The researchers concluded that the glucoCEST technique "has potential as a useful and cost-effective method for characterising disease and assessing response to therapy in the clinic".

Conclusion

These early stage results in mice suggest that the glucoCEST technique might be a new way to identify and monitor tumour tissue. It had a similar performance to a technique currently used in cancer imaging called FDG-PET.

The researchers say that glucoCEST is cheaper than FDG-PET, and also has the advantage of not using radioactively labelled glucose. This means it could be used more frequently than FDG-PET without concerns about accumulating radioactive exposure. It would therefore be suitable for people who are more vulnerable to the risks of radiation, such as pregnant women or young children.

However, there are limitations that need to be overcome. For example, the researchers note that the magnetic field strength used in their MRIs was higher than in normal medical MRI machines.

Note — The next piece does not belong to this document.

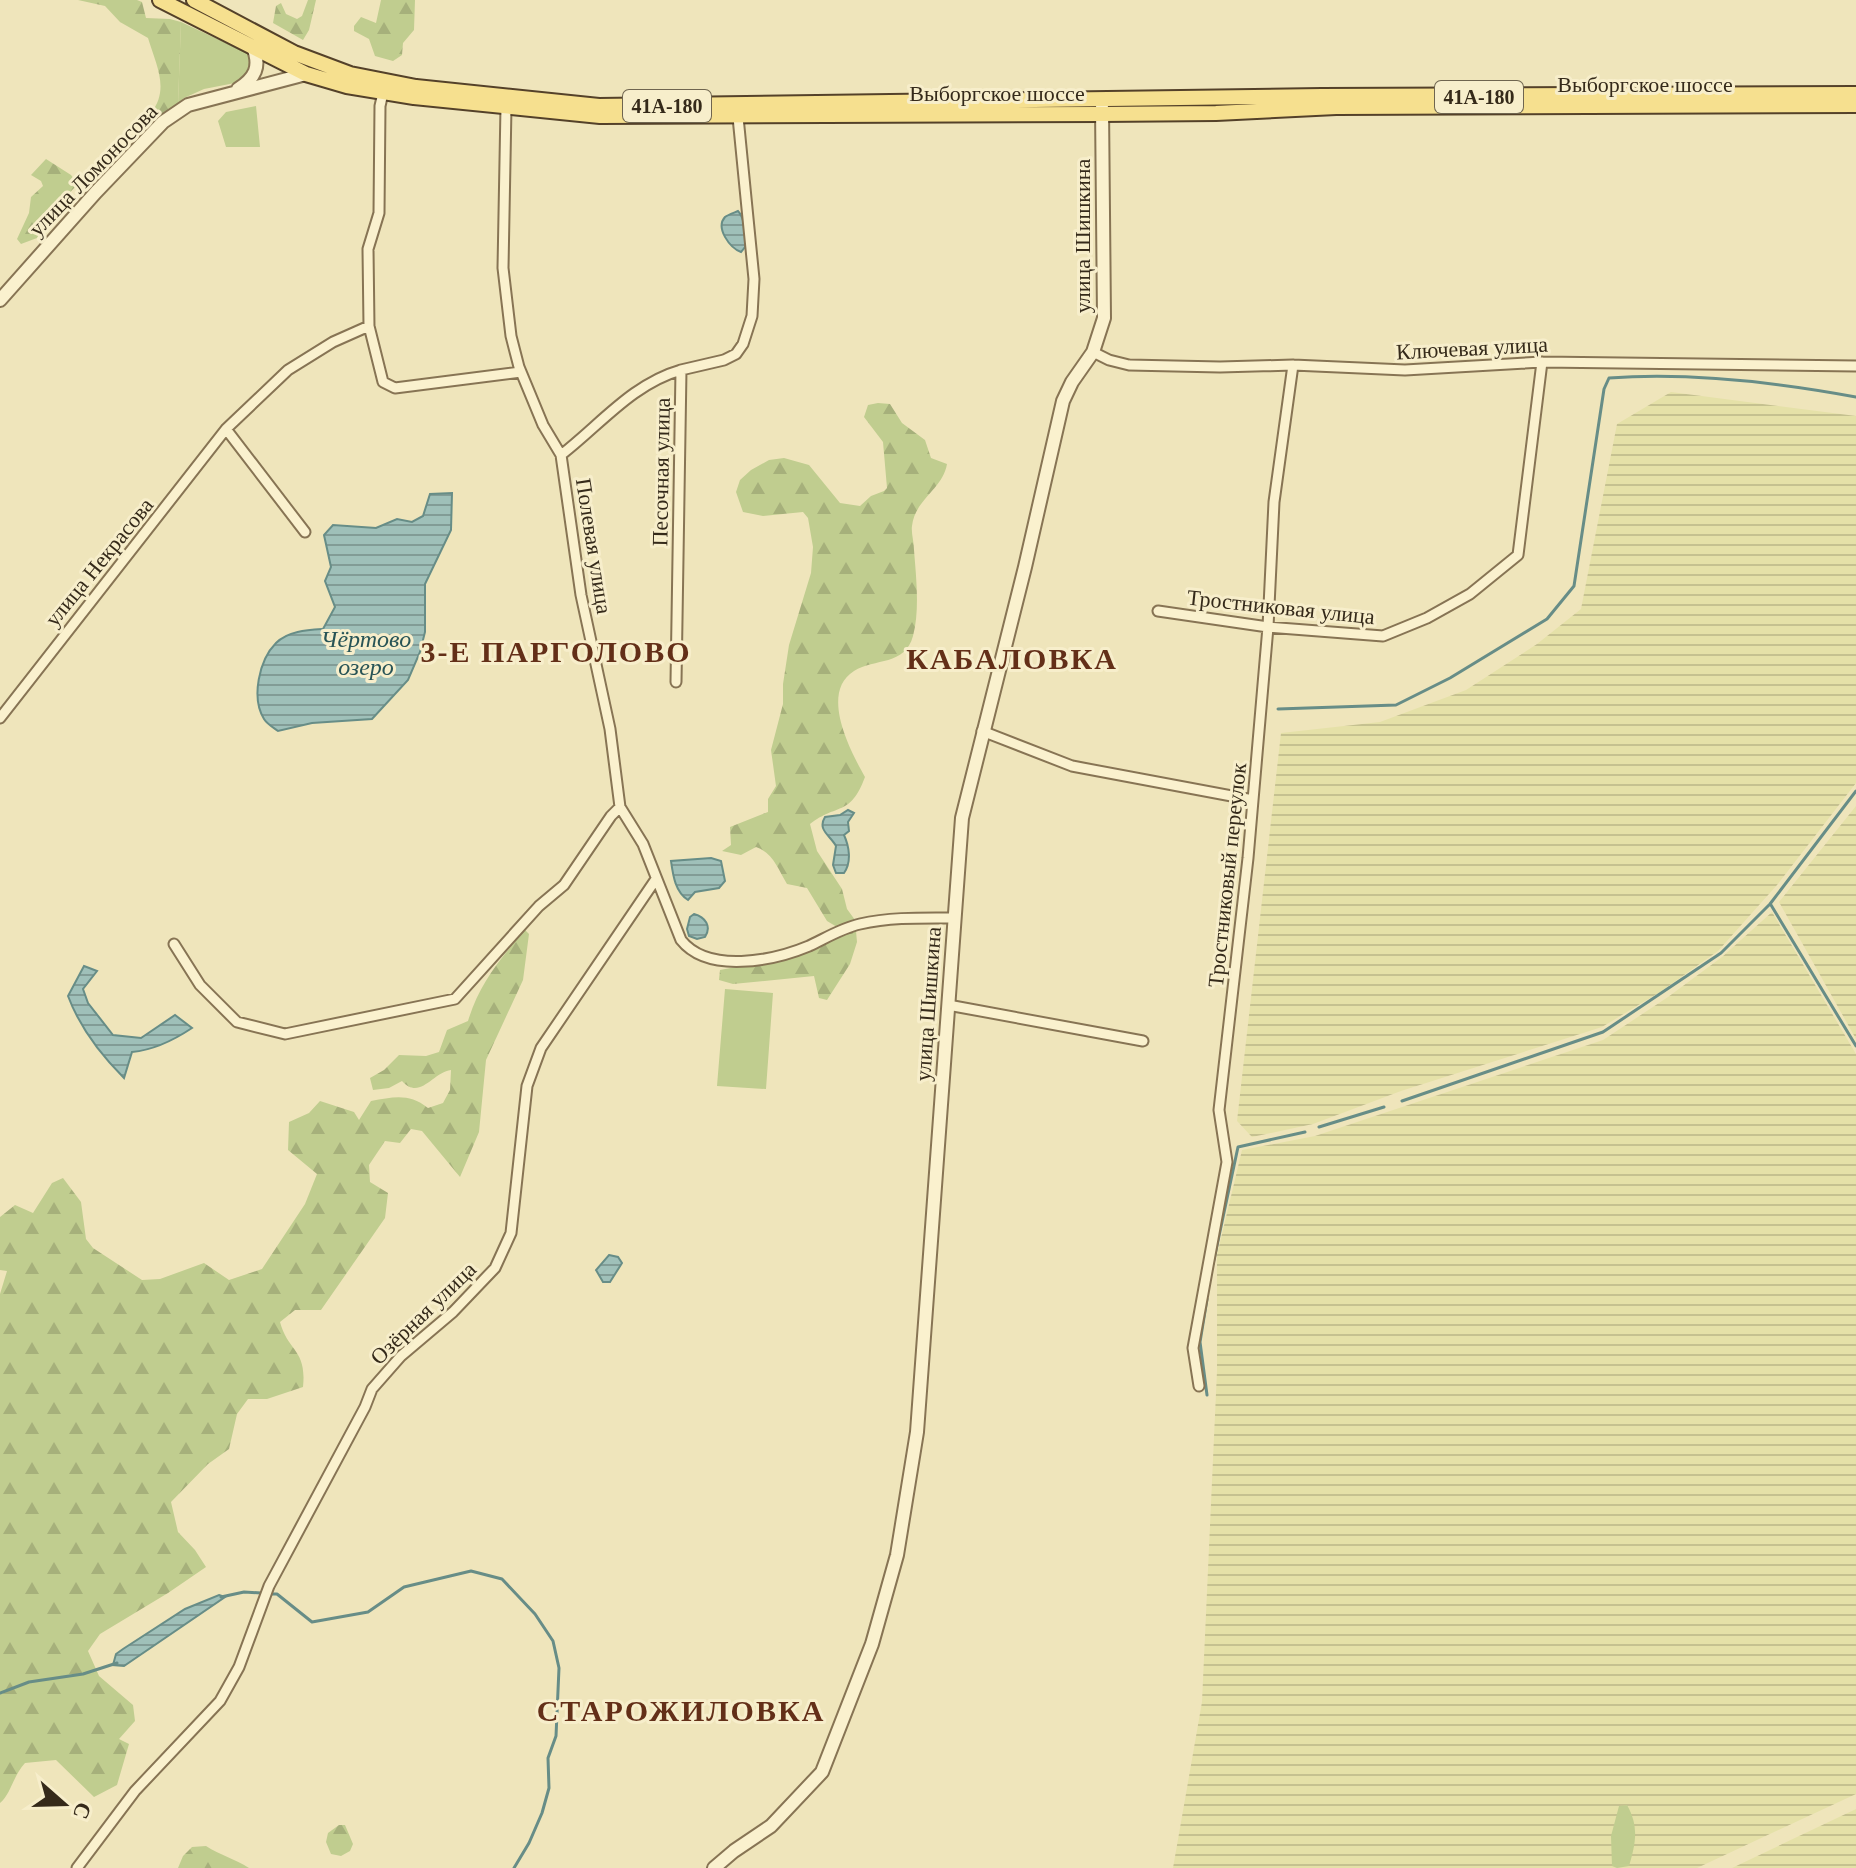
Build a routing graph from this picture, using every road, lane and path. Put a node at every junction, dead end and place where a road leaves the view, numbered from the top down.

They say that the effect the lower field strength has on their results needs to be tested. If it is not as effective, scientists also need to consider if exposing people to the higher field strength is safe.

The Mail Online suggests that the technique has been trialled in people with cancer, but this is not reported in the scientific paper, so the methods and results of ongoing human research are unclear.

The researchers do mention the human equivalent of the glucose dose given would be about half a chocolate bar. But it is not yet known whether giving glucose by mouth would work best with the new imaging technique. This needs to be tested further, as the mice received glucose from an injection into their abdominal cavity rather than by mouth.

These early results are likely to lead to further investigation of this technique for detecting tumours. Future studies would ideally look at different types of tumour, as well as addressing the issues mentioned above. This research will help determine whether the technique really could be a useful tool in cancer care.